Work to be completed.
Line for line, the listing below is to be transcribed exactly.

Exercise input.
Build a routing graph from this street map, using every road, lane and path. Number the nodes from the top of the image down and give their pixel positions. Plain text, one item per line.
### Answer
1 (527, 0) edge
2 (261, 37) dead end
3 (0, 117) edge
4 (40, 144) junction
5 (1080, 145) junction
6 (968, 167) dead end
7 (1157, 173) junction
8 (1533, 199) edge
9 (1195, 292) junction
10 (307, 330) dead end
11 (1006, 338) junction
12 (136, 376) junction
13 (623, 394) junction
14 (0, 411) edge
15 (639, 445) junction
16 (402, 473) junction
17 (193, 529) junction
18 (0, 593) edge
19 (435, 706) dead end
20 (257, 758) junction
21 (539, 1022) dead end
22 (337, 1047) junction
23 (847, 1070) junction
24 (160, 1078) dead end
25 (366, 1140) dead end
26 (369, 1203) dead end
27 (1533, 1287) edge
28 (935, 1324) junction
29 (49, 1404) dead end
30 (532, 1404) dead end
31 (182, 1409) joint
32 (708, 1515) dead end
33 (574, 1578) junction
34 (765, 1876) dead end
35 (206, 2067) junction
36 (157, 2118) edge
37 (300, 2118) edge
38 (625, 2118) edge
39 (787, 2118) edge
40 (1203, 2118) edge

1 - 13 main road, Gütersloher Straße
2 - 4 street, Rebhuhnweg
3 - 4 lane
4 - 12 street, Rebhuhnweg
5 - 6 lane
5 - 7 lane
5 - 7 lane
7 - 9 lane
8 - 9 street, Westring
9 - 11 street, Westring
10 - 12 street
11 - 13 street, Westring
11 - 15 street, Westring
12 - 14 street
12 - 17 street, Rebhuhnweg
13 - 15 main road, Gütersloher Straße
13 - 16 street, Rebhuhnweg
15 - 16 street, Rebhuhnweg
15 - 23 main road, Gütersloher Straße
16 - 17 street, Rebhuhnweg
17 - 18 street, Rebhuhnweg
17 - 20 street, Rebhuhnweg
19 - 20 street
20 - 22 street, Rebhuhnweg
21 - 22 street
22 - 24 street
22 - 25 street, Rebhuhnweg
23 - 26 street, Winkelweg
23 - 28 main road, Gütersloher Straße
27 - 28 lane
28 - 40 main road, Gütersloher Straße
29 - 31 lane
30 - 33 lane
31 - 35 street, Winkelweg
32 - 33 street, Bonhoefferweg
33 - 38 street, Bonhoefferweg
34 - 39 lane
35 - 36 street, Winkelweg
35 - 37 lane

Written solution.
Build a routing graph from this street map, using every road, lane and path. Number the nodes from the top of the image down and give their pixel positions. Plain text, one item per line.
### Answer
1 (527, 0) edge
2 (261, 37) dead end
3 (0, 117) edge
4 (40, 144) junction
5 (1080, 145) junction
6 (968, 167) dead end
7 (1157, 173) junction
8 (1533, 199) edge
9 (1195, 292) junction
10 (307, 330) dead end
11 (1006, 338) junction
12 (136, 376) junction
13 (623, 394) junction
14 (0, 411) edge
15 (639, 445) junction
16 (402, 473) junction
17 (193, 529) junction
18 (0, 593) edge
19 (435, 706) dead end
20 (257, 758) junction
21 (539, 1022) dead end
22 (337, 1047) junction
23 (847, 1070) junction
24 (160, 1078) dead end
25 (366, 1140) dead end
26 (369, 1203) dead end
27 (1533, 1287) edge
28 (935, 1324) junction
29 (49, 1404) dead end
30 (532, 1404) dead end
31 (182, 1409) joint
32 (708, 1515) dead end
33 (574, 1578) junction
34 (765, 1876) dead end
35 (206, 2067) junction
36 (157, 2118) edge
37 (300, 2118) edge
38 (625, 2118) edge
39 (787, 2118) edge
40 (1203, 2118) edge

1 - 13 main road, Gütersloher Straße
2 - 4 street, Rebhuhnweg
3 - 4 lane
4 - 12 street, Rebhuhnweg
5 - 6 lane
5 - 7 lane
5 - 7 lane
7 - 9 lane
8 - 9 street, Westring
9 - 11 street, Westring
10 - 12 street
11 - 13 street, Westring
11 - 15 street, Westring
12 - 14 street
12 - 17 street, Rebhuhnweg
13 - 15 main road, Gütersloher Straße
13 - 16 street, Rebhuhnweg
15 - 16 street, Rebhuhnweg
15 - 23 main road, Gütersloher Straße
16 - 17 street, Rebhuhnweg
17 - 18 street, Rebhuhnweg
17 - 20 street, Rebhuhnweg
19 - 20 street
20 - 22 street, Rebhuhnweg
21 - 22 street
22 - 24 street
22 - 25 street, Rebhuhnweg
23 - 26 street, Winkelweg
23 - 28 main road, Gütersloher Straße
27 - 28 lane
28 - 40 main road, Gütersloher Straße
29 - 31 lane
30 - 33 lane
31 - 35 street, Winkelweg
32 - 33 street, Bonhoefferweg
33 - 38 street, Bonhoefferweg
34 - 39 lane
35 - 36 street, Winkelweg
35 - 37 lane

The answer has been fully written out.